== Entries supplied ==

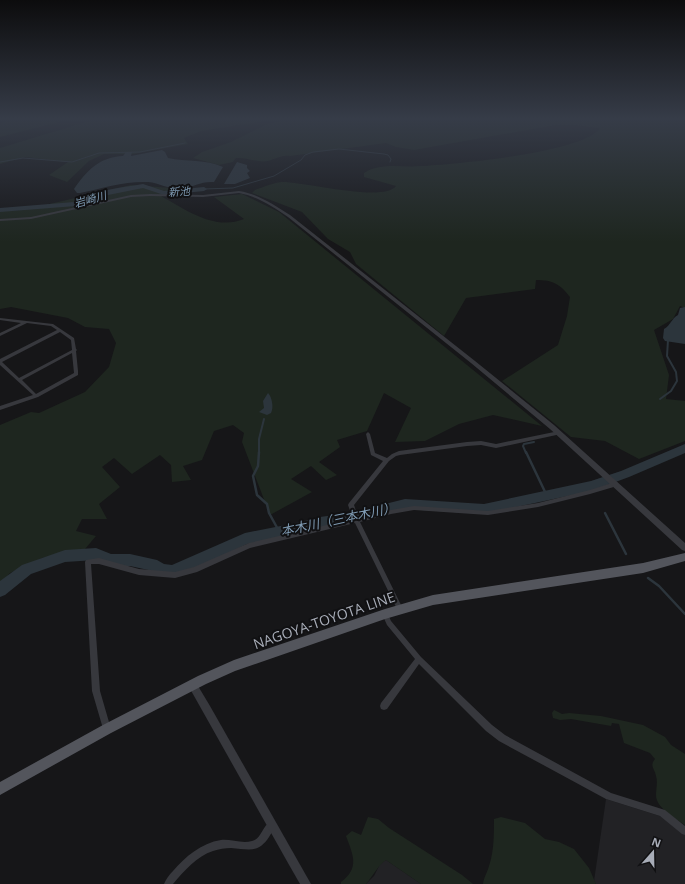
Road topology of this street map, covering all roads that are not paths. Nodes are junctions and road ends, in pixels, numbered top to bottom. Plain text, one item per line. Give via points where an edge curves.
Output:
1 (0, 220) edge
2 (0, 319) edge
3 (26, 322) junction
4 (60, 330) junction
5 (0, 335) edge
6 (75, 350) junction
7 (0, 362) edge
8 (19, 380) junction
9 (36, 396) junction
10 (0, 408) edge
11 (559, 433) junction
12 (368, 434) dead end
13 (387, 460) junction
14 (615, 484) junction
15 (356, 520) junction
16 (685, 548) edge
17 (685, 557) edge
18 (400, 609) junction
19 (385, 614) junction
20 (419, 659) junction
21 (192, 684) junction
22 (384, 706) dead end
23 (106, 729) junction
24 (0, 790) edge
25 (271, 826) junction
26 (685, 831) edge
27 (168, 884) edge
28 (306, 884) edge

1 - 11 street via 31,218 131,196 245,193 267,202 289,216
2 - 3 street
3 - 4 street via 52,325
3 - 5 street
4 - 6 street via 73,340
4 - 7 street
6 - 8 street
6 - 9 street via 76,374
7 - 8 street
8 - 9 street
9 - 10 street
11 - 13 street via 496,446 467,444 398,454
11 - 14 street
12 - 13 street via 373,454
13 - 15 street via 351,505
14 - 15 street via 545,504 488,513 414,508
14 - 16 street
15 - 18 street
15 - 23 street via 249,546 195,570 175,575 139,572 99,561 88,562 96,691
17 - 18 main road, NAGOYA-TOYOTA LINE via 643,568 433,600
18 - 19 main road, NAGOYA-TOYOTA LINE
19 - 20 street via 389,623
19 - 21 main road, NAGOYA-TOYOTA LINE via 234,666
20 - 22 street
20 - 26 street via 502,738 609,796 662,813
21 - 23 main road, NAGOYA-TOYOTA LINE
21 - 25 street
23 - 24 main road, NAGOYA-TOYOTA LINE
25 - 27 street via 258,843 222,845 200,853 184,865
25 - 28 street

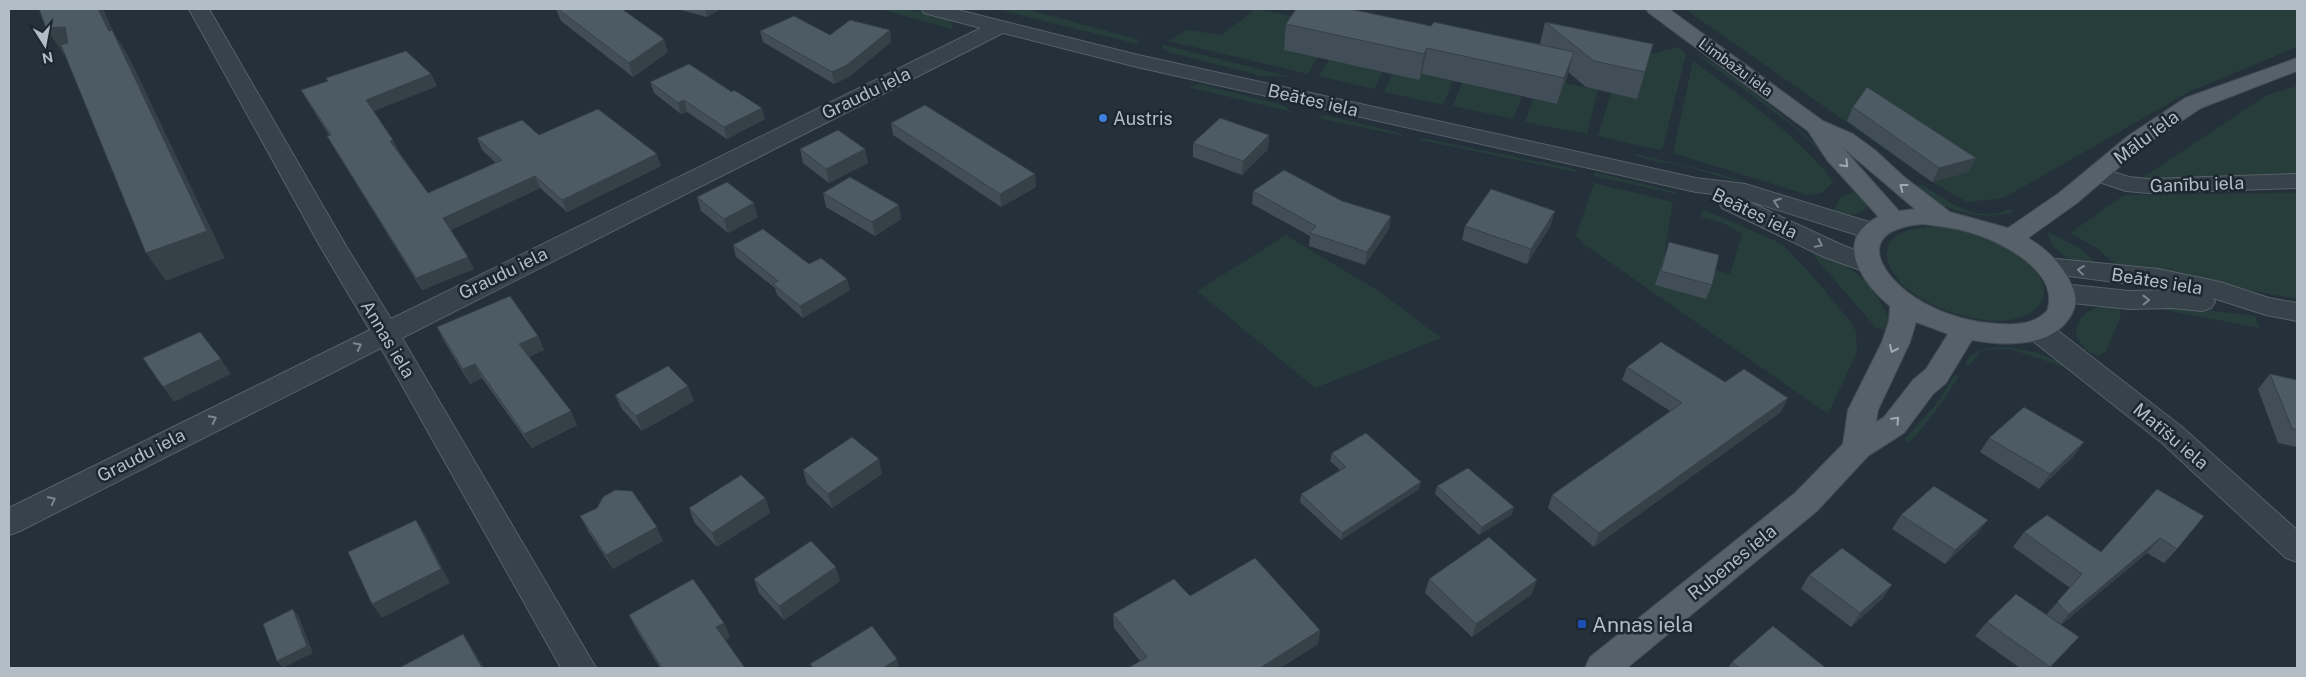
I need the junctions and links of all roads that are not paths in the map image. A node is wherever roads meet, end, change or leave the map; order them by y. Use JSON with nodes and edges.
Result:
{"nodes":[{"id":1,"x":198,"y":9,"type":"edge"},
{"id":2,"x":931,"y":9,"type":"edge"},
{"id":3,"x":1656,"y":9,"type":"edge"},
{"id":4,"x":999,"y":27,"type":"junction"},
{"id":5,"x":2297,"y":64,"type":"edge"},
{"id":6,"x":1815,"y":126,"type":"junction"},
{"id":7,"x":2098,"y":174,"type":"junction"},
{"id":8,"x":2297,"y":180,"type":"edge"},
{"id":9,"x":1696,"y":184,"type":"junction"},
{"id":10,"x":1941,"y":217,"type":"junction"},
{"id":11,"x":1883,"y":226,"type":"junction"},
{"id":12,"x":2010,"y":238,"type":"junction"},
{"id":13,"x":1869,"y":265,"type":"junction"},
{"id":14,"x":2047,"y":266,"type":"junction"},
{"id":15,"x":2063,"y":293,"type":"junction"},
{"id":16,"x":1904,"y":302,"type":"junction"},
{"id":17,"x":2266,"y":306,"type":"junction"},
{"id":18,"x":2297,"y":312,"type":"edge"},
{"id":19,"x":1965,"y":329,"type":"junction"},
{"id":20,"x":2038,"y":330,"type":"junction"},
{"id":21,"x":385,"y":332,"type":"junction"},
{"id":22,"x":1857,"y":448,"type":"junction"},
{"id":23,"x":9,"y":522,"type":"edge"},
{"id":24,"x":2297,"y":549,"type":"edge"},
{"id":25,"x":579,"y":668,"type":"edge"},
{"id":26,"x":1602,"y":668,"type":"edge"}],
"edges":[{"from":1,"to":21,"type":"street","name":"Annas iela"},
{"from":2,"to":4,"type":"street","name":"Beātes iela"},
{"from":3,"to":6,"type":"main road","name":"Limbažu iela"},
{"from":4,"to":9,"type":"street","name":"Beātes iela"},
{"from":4,"to":21,"type":"street","name":"Graudu iela"},
{"from":5,"to":7,"type":"main road","name":"Mālu iela"},
{"from":10,"to":6,"type":"main road","name":"Limbažu iela","one_way":true},
{"from":6,"to":11,"type":"main road","name":"Limbažu iela","one_way":true},
{"from":7,"to":8,"type":"street","name":"Ganību iela"},
{"from":7,"to":12,"type":"main road","name":"Mālu iela"},
{"from":11,"to":9,"type":"street","name":"Beātes iela","one_way":true},
{"from":9,"to":13,"type":"street","name":"Beātes iela","one_way":true},
{"from":10,"to":11,"type":"main road"},
{"from":10,"to":12,"type":"main road"},
{"from":11,"to":13,"type":"main road"},
{"from":12,"to":14,"type":"main road"},
{"from":13,"to":16,"type":"main road"},
{"from":14,"to":15,"type":"main road"},
{"from":17,"to":14,"type":"street","name":"Beātes iela","one_way":true},
{"from":15,"to":17,"type":"street","name":"Beātes iela","one_way":true},
{"from":15,"to":20,"type":"main road"},
{"from":16,"to":19,"type":"main road"},
{"from":16,"to":22,"type":"main road","one_way":true},
{"from":17,"to":18,"type":"street","name":"Beātes iela"},
{"from":19,"to":20,"type":"main road"},
{"from":22,"to":19,"type":"main road","name":"Rubenes iela","one_way":true},
{"from":20,"to":24,"type":"street","name":"Matīšu iela"},
{"from":23,"to":21,"type":"street","name":"Graudu iela","one_way":true},
{"from":21,"to":25,"type":"street","name":"Annas iela"},
{"from":22,"to":26,"type":"main road","name":"Rubenes iela"}]}
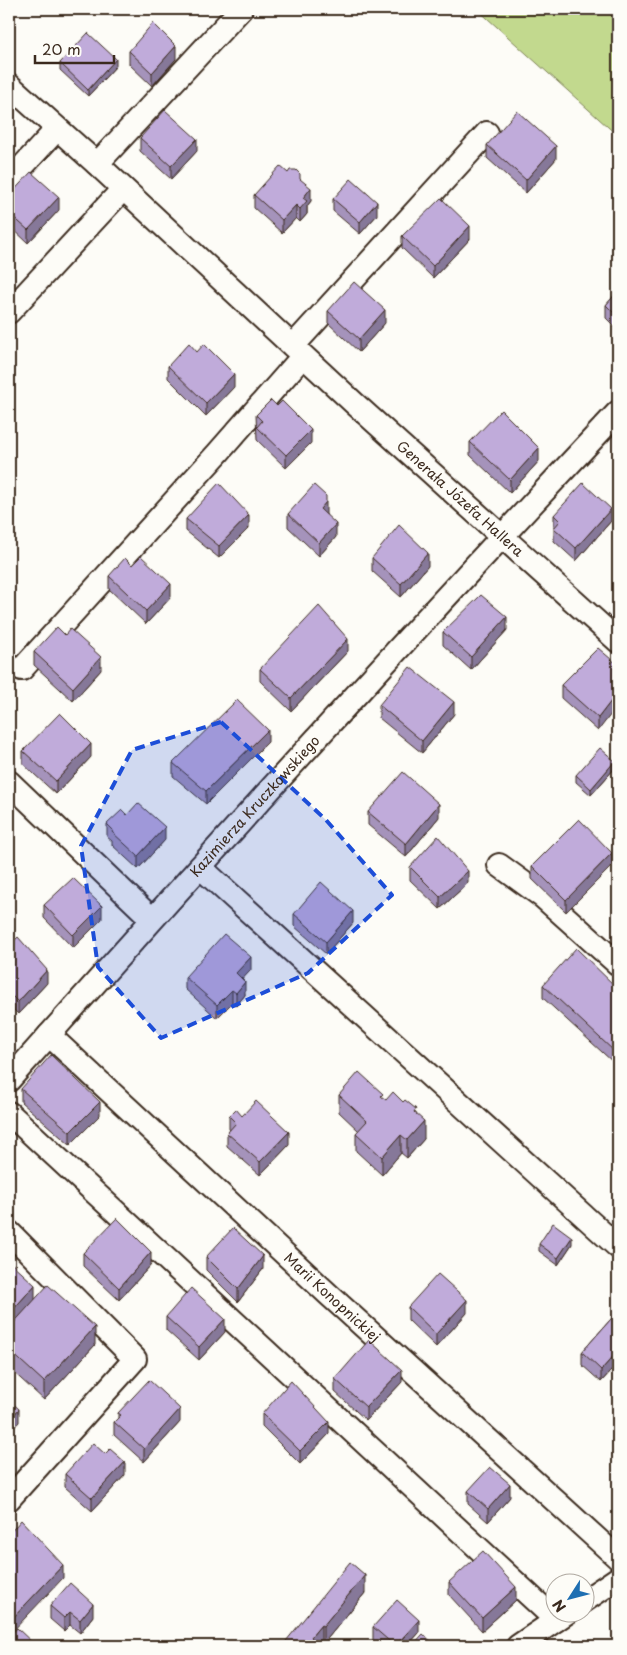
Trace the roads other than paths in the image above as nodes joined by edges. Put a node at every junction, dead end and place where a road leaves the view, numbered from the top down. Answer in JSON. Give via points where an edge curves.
{"nodes":[{"id":1,"x":241,"y":9,"type":"edge"},
{"id":2,"x":9,"y":85,"type":"edge"},
{"id":3,"x":57,"y":129,"type":"junction"},
{"id":4,"x":487,"y":133,"type":"dead end"},
{"id":5,"x":97,"y":164,"type":"junction"},
{"id":6,"x":9,"y":181,"type":"edge"},
{"id":7,"x":123,"y":189,"type":"junction"},
{"id":8,"x":9,"y":312,"type":"edge"},
{"id":9,"x":298,"y":351,"type":"junction"},
{"id":10,"x":618,"y":412,"type":"edge"},
{"id":11,"x":502,"y":535,"type":"junction"},
{"id":12,"x":618,"y":641,"type":"edge"},
{"id":13,"x":22,"y":669,"type":"dead end"},
{"id":14,"x":9,"y":782,"type":"edge"},
{"id":15,"x":500,"y":865,"type":"dead end"},
{"id":16,"x":200,"y":866,"type":"junction"},
{"id":17,"x":152,"y":919,"type":"junction"},
{"id":18,"x":618,"y":964,"type":"edge"},
{"id":19,"x":49,"y":1035,"type":"junction"},
{"id":20,"x":9,"y":1080,"type":"edge"},
{"id":21,"x":9,"y":1113,"type":"edge"},
{"id":22,"x":9,"y":1232,"type":"edge"},
{"id":23,"x":618,"y":1247,"type":"edge"},
{"id":24,"x":9,"y":1500,"type":"edge"},
{"id":25,"x":618,"y":1558,"type":"edge"},
{"id":26,"x":618,"y":1578,"type":"edge"},
{"id":27,"x":594,"y":1594,"type":"edge"},
{"id":28,"x":544,"y":1600,"type":"edge"},
{"id":29,"x":553,"y":1622,"type":"edge"},
{"id":30,"x":518,"y":1646,"type":"edge"}],
"edges":[{"from":1,"to":5,"type":"street"},
{"from":2,"to":3,"type":"street","name":"Generała Józefa Hallera"},
{"from":3,"to":5,"type":"street","name":"Generała Józefa Hallera"},
{"from":3,"to":6,"type":"street"},
{"from":4,"to":9,"type":"street"},
{"from":5,"to":7,"type":"street","name":"Generała Józefa Hallera"},
{"from":7,"to":8,"type":"street"},
{"from":7,"to":9,"type":"street","name":"Generała Józefa Hallera"},
{"from":9,"to":11,"type":"street","name":"Generała Józefa Hallera"},
{"from":9,"to":13,"type":"street","via":[[211,461]]},
{"from":10,"to":11,"type":"street","name":"Kazimierza Kruczkowskiego"},
{"from":11,"to":12,"type":"street","name":"Generała Józefa Hallera"},
{"from":11,"to":16,"type":"street","name":"Kazimierza Kruczkowskiego"},
{"from":14,"to":17,"type":"street"},
{"from":15,"to":18,"type":"street","via":[[543,897]]},
{"from":16,"to":17,"type":"street","name":"Kazimierza Kruczkowskiego"},
{"from":16,"to":23,"type":"street"},
{"from":17,"to":19,"type":"street","name":"Kazimierza Kruczkowskiego"},
{"from":19,"to":20,"type":"street","name":"Kazimierza Kruczkowskiego"},
{"from":19,"to":25,"type":"street","name":"Marii Konopnickiej"},
{"from":21,"to":28,"type":"street"},
{"from":22,"to":24,"type":"street","via":[[135,1359]]},
{"from":26,"to":27,"type":"street"},
{"from":29,"to":30,"type":"street"}]}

===

## [What to do]
For every line of the records that has the word "Limbažu" in it, make a copy.

## [Answer to the exercise]
{"from":3,"to":6,"type":"main road","name":"Limbažu iela"},
{"from":10,"to":6,"type":"main road","name":"Limbažu iela","one_way":true},
{"from":6,"to":11,"type":"main road","name":"Limbažu iela","one_way":true},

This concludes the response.